Collected data entries:

::::

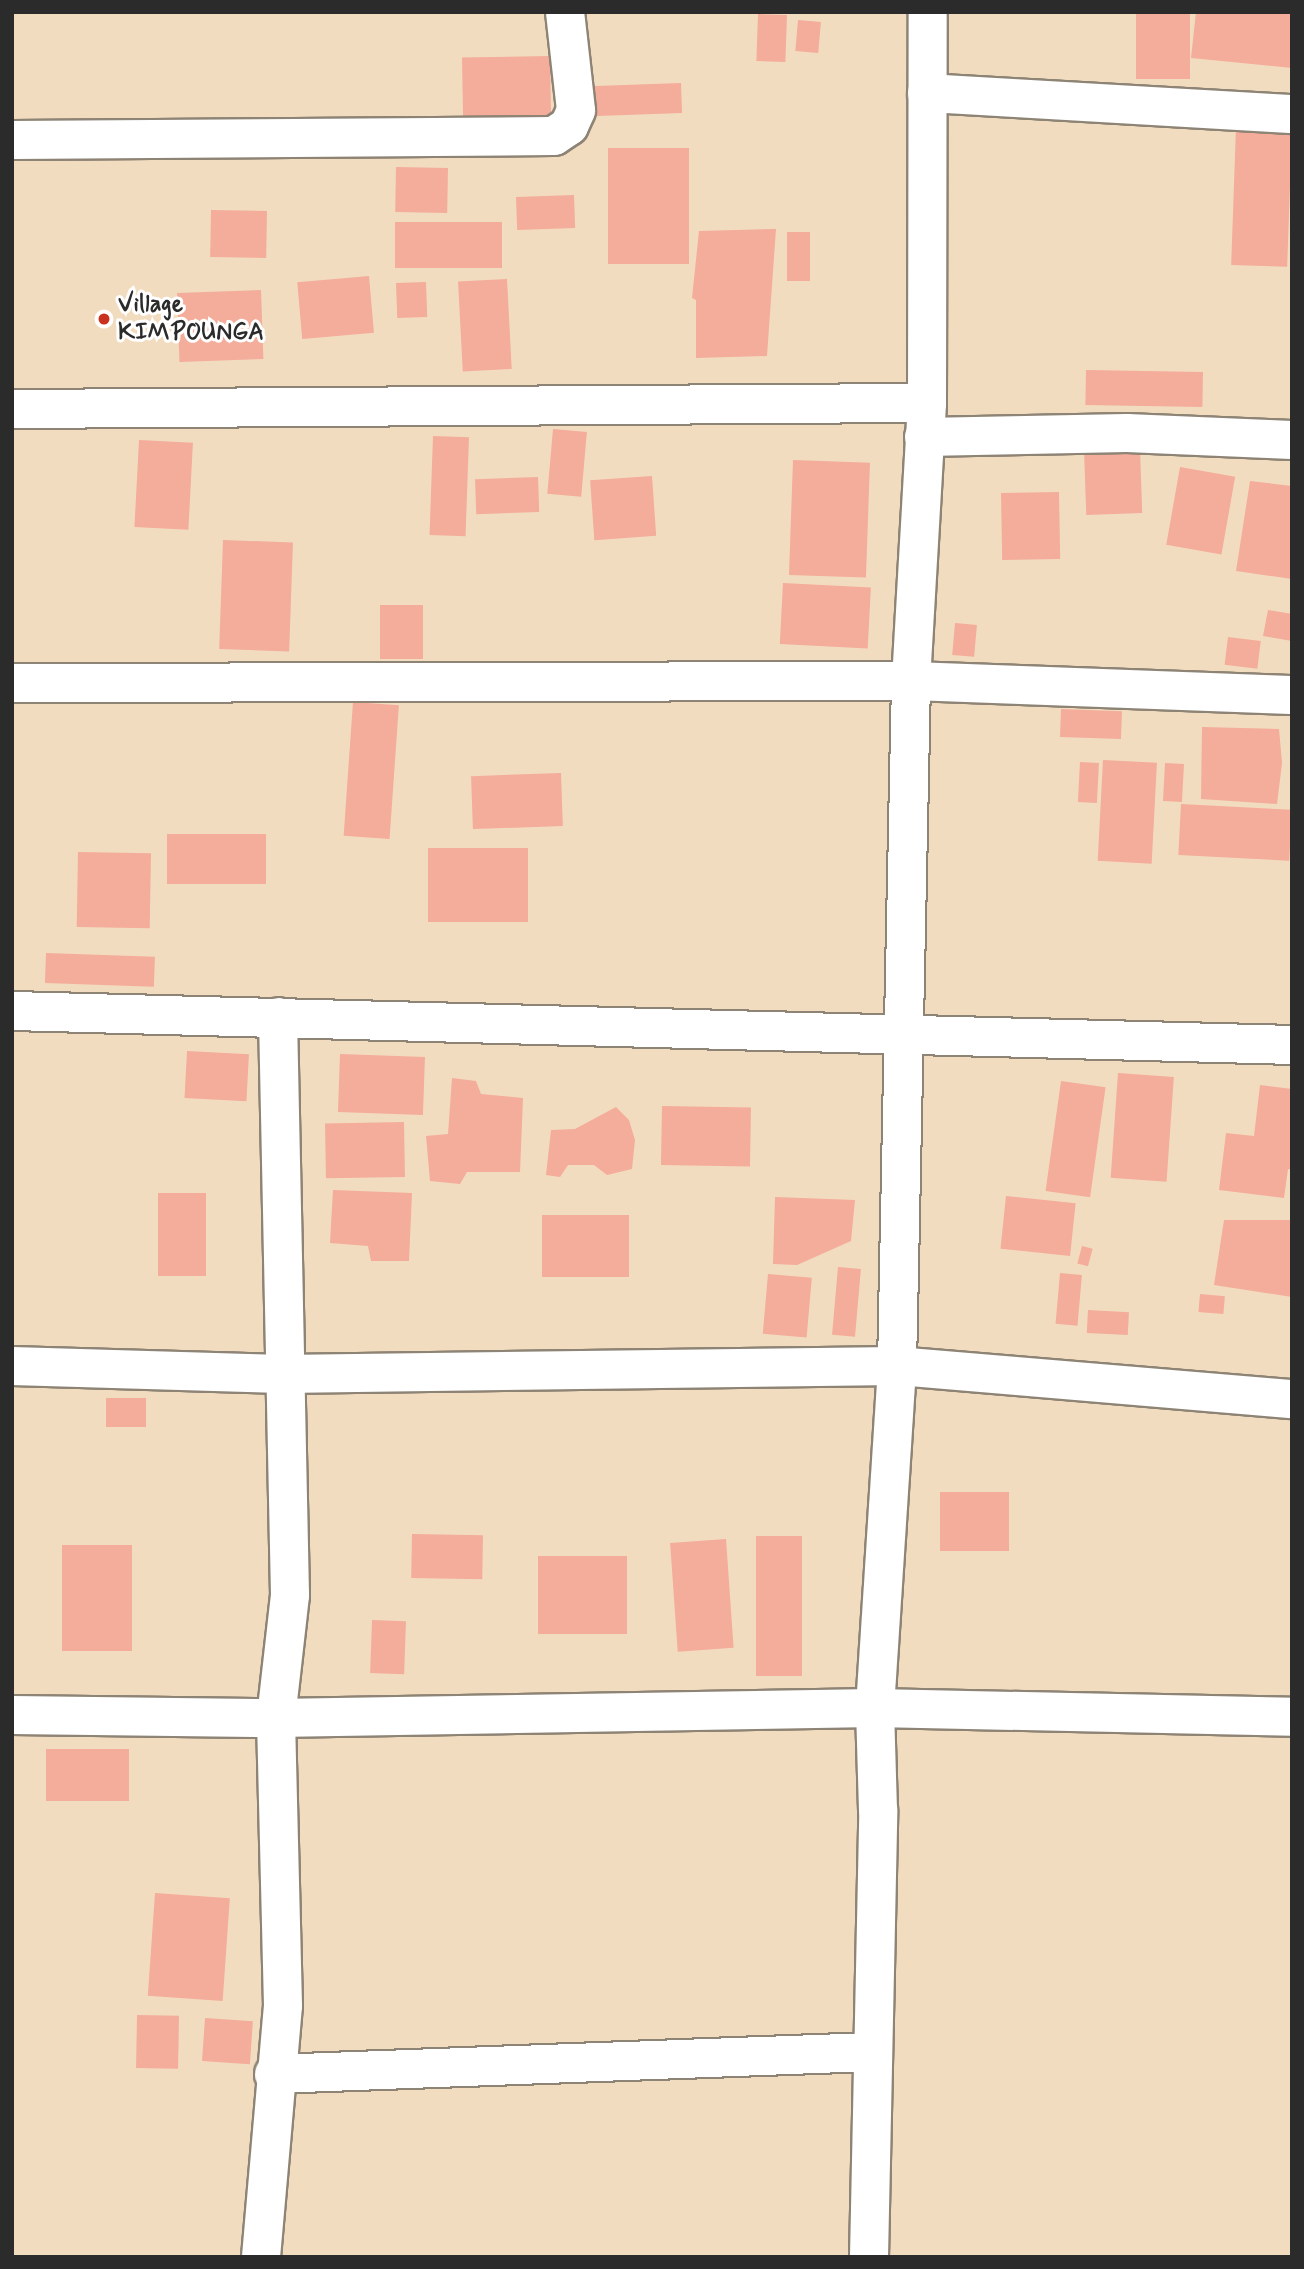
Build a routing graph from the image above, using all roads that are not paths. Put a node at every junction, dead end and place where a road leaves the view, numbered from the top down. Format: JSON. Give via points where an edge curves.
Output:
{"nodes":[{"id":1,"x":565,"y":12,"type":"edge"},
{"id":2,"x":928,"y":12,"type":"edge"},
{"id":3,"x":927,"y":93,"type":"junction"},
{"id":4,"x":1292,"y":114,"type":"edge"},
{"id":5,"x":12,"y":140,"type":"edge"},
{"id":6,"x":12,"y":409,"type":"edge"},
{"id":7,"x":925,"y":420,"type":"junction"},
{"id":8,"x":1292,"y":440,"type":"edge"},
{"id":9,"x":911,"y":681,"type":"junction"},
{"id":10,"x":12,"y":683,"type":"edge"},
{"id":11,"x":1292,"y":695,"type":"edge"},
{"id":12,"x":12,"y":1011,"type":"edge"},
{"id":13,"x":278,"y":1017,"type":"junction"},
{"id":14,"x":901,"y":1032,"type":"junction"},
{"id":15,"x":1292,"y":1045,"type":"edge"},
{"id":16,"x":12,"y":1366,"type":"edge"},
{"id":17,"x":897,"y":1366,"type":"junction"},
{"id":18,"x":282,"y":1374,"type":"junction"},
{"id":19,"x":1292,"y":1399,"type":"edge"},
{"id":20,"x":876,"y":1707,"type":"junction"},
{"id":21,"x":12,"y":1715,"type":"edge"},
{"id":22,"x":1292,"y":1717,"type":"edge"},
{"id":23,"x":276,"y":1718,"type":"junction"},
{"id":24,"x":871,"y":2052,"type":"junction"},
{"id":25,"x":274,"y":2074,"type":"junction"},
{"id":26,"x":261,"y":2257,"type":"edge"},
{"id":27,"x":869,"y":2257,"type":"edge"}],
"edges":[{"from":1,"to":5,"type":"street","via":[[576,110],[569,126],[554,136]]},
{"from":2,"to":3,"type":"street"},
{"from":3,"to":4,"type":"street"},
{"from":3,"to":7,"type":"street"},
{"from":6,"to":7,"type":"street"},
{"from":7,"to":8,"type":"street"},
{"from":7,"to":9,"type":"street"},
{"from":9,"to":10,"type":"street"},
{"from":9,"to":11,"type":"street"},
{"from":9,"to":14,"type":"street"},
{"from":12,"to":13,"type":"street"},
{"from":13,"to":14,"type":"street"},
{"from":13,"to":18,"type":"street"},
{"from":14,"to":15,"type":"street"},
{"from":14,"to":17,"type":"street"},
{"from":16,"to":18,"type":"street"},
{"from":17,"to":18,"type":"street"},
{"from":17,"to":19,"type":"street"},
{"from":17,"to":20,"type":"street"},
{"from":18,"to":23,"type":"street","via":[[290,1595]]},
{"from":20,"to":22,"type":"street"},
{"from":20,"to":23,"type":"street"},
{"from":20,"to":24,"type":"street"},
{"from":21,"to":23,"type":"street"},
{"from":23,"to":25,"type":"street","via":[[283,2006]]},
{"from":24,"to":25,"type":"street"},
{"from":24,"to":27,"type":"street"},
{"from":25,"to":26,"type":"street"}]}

::::

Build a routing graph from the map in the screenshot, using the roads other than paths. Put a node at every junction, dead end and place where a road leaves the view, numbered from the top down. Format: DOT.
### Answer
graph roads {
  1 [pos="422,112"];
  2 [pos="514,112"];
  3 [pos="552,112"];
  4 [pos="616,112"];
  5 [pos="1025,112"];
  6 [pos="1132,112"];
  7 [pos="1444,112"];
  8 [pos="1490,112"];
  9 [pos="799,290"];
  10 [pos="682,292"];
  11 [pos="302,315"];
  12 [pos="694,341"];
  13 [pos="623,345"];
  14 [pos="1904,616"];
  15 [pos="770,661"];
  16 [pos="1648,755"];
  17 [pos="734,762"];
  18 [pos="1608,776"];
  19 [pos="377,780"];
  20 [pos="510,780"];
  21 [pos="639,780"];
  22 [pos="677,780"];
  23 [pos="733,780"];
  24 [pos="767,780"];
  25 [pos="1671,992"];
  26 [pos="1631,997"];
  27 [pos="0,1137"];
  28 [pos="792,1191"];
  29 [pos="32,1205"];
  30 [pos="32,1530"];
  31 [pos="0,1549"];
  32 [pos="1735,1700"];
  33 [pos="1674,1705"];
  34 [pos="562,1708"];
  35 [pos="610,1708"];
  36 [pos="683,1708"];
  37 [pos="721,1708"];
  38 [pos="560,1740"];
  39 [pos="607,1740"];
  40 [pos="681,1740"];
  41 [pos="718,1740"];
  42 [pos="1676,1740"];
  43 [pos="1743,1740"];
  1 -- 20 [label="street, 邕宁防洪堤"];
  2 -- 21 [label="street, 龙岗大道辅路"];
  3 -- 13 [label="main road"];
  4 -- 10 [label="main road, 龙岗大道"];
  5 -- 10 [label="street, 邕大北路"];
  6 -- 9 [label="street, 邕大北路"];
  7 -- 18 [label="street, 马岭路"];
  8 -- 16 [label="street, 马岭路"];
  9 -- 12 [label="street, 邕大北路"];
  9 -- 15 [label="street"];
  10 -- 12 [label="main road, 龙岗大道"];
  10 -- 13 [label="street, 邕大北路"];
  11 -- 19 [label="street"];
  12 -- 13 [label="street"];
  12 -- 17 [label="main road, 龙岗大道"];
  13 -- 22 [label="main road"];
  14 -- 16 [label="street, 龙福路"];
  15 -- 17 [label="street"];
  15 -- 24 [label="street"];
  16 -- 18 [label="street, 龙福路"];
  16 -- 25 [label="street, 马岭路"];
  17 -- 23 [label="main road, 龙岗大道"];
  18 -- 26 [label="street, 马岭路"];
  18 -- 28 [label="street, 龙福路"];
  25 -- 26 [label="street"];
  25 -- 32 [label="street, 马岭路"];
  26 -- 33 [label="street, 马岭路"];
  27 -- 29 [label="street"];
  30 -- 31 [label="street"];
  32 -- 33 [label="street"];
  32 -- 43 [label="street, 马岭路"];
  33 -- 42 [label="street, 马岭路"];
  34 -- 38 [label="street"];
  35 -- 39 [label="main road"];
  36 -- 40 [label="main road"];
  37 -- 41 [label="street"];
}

::::

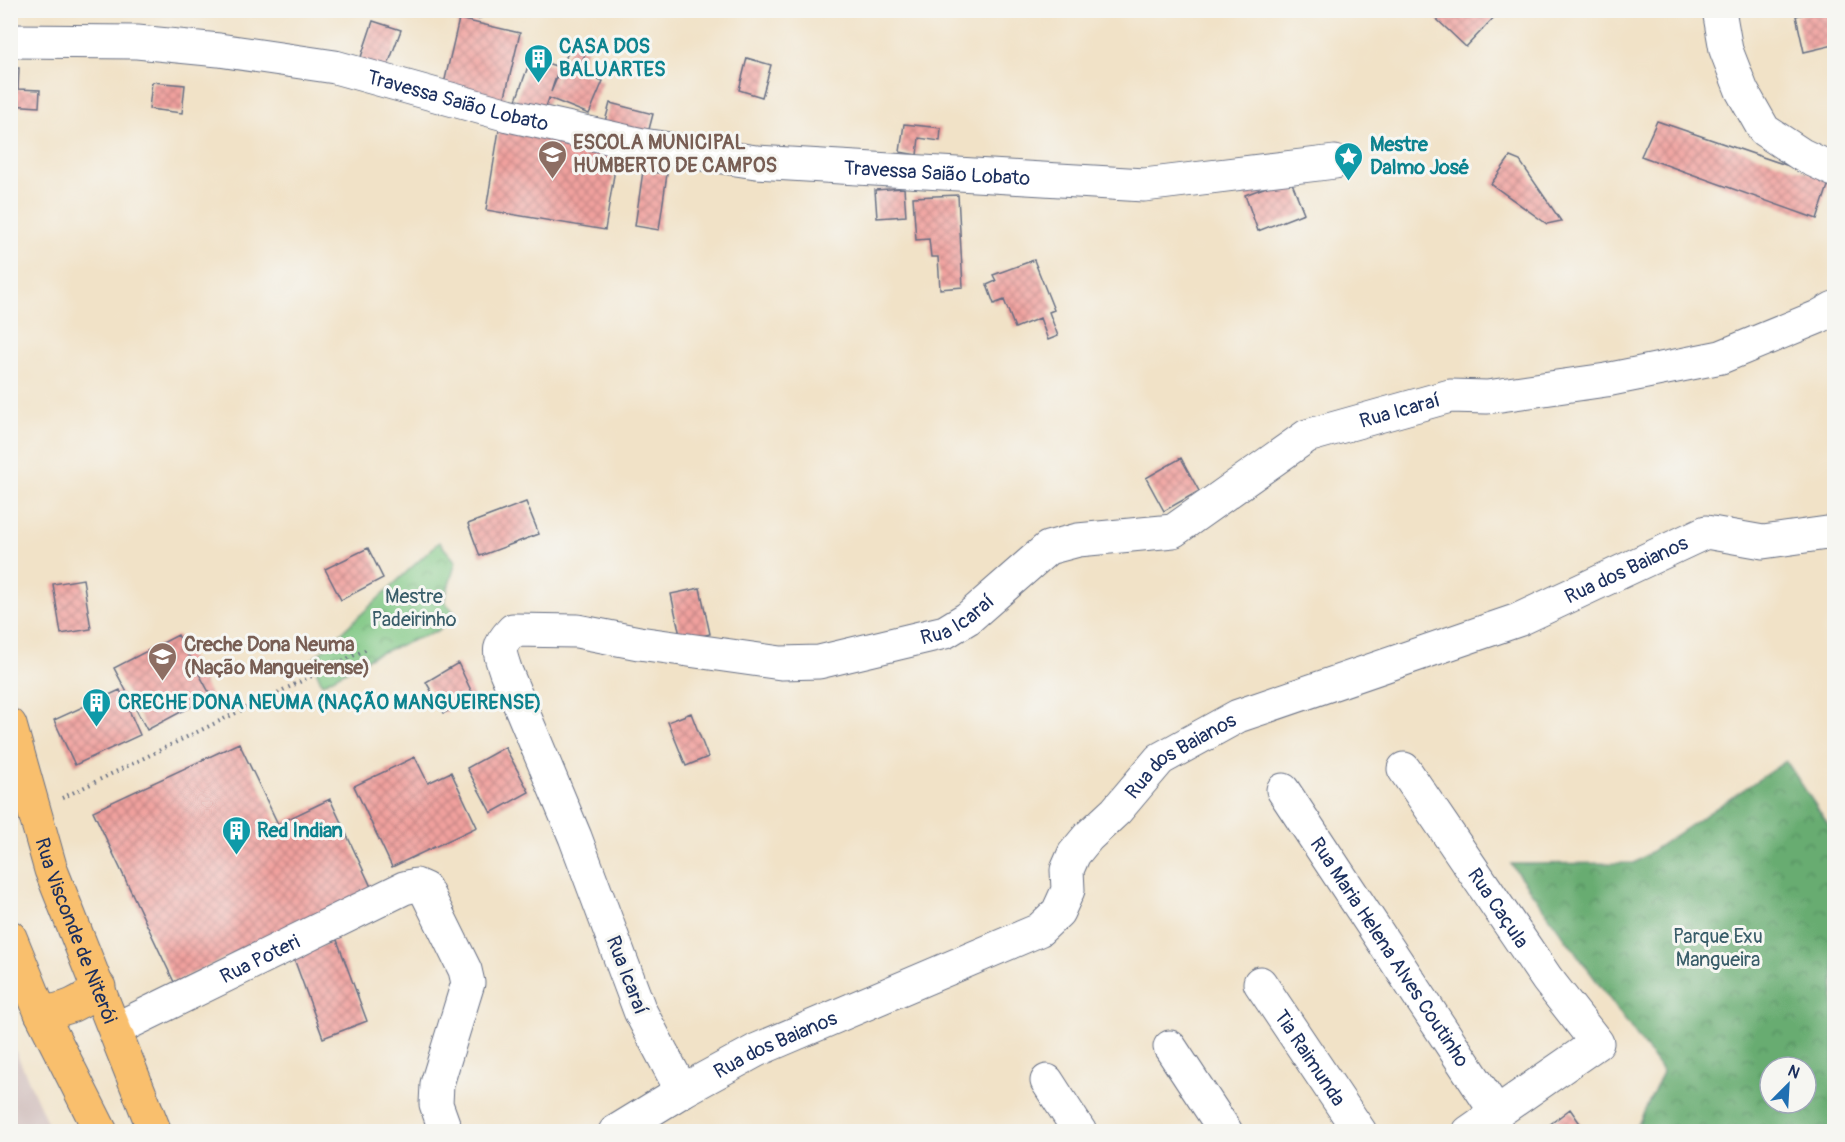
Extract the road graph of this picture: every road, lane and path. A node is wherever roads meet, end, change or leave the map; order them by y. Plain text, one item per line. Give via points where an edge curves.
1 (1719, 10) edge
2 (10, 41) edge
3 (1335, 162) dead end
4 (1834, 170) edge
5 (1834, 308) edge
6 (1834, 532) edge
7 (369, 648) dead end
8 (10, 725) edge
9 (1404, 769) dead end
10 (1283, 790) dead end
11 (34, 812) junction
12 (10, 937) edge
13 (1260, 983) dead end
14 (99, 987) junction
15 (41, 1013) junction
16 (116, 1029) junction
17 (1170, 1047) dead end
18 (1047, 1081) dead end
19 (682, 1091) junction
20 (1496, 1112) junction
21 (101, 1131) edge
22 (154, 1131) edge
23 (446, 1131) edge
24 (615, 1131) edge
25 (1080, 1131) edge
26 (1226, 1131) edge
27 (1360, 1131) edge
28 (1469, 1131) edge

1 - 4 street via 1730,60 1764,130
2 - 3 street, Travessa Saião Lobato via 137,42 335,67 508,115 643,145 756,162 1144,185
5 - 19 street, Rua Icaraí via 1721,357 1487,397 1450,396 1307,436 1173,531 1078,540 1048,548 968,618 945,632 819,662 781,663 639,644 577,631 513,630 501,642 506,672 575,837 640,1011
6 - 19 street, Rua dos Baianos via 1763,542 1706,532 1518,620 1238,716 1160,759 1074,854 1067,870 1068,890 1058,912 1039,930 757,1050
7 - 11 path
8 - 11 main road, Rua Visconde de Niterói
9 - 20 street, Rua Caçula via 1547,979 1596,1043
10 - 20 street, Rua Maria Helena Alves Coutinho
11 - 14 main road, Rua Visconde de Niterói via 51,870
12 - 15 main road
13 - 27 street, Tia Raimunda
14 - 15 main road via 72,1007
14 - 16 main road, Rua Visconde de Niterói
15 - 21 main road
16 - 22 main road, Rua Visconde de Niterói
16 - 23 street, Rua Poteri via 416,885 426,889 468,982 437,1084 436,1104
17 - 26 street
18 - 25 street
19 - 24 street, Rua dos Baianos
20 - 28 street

::::

§ WORK TO COMPLETE:
Determine how many lines of the records above contain the word "points", and report only that number.

§ TASK SOLUTION:
2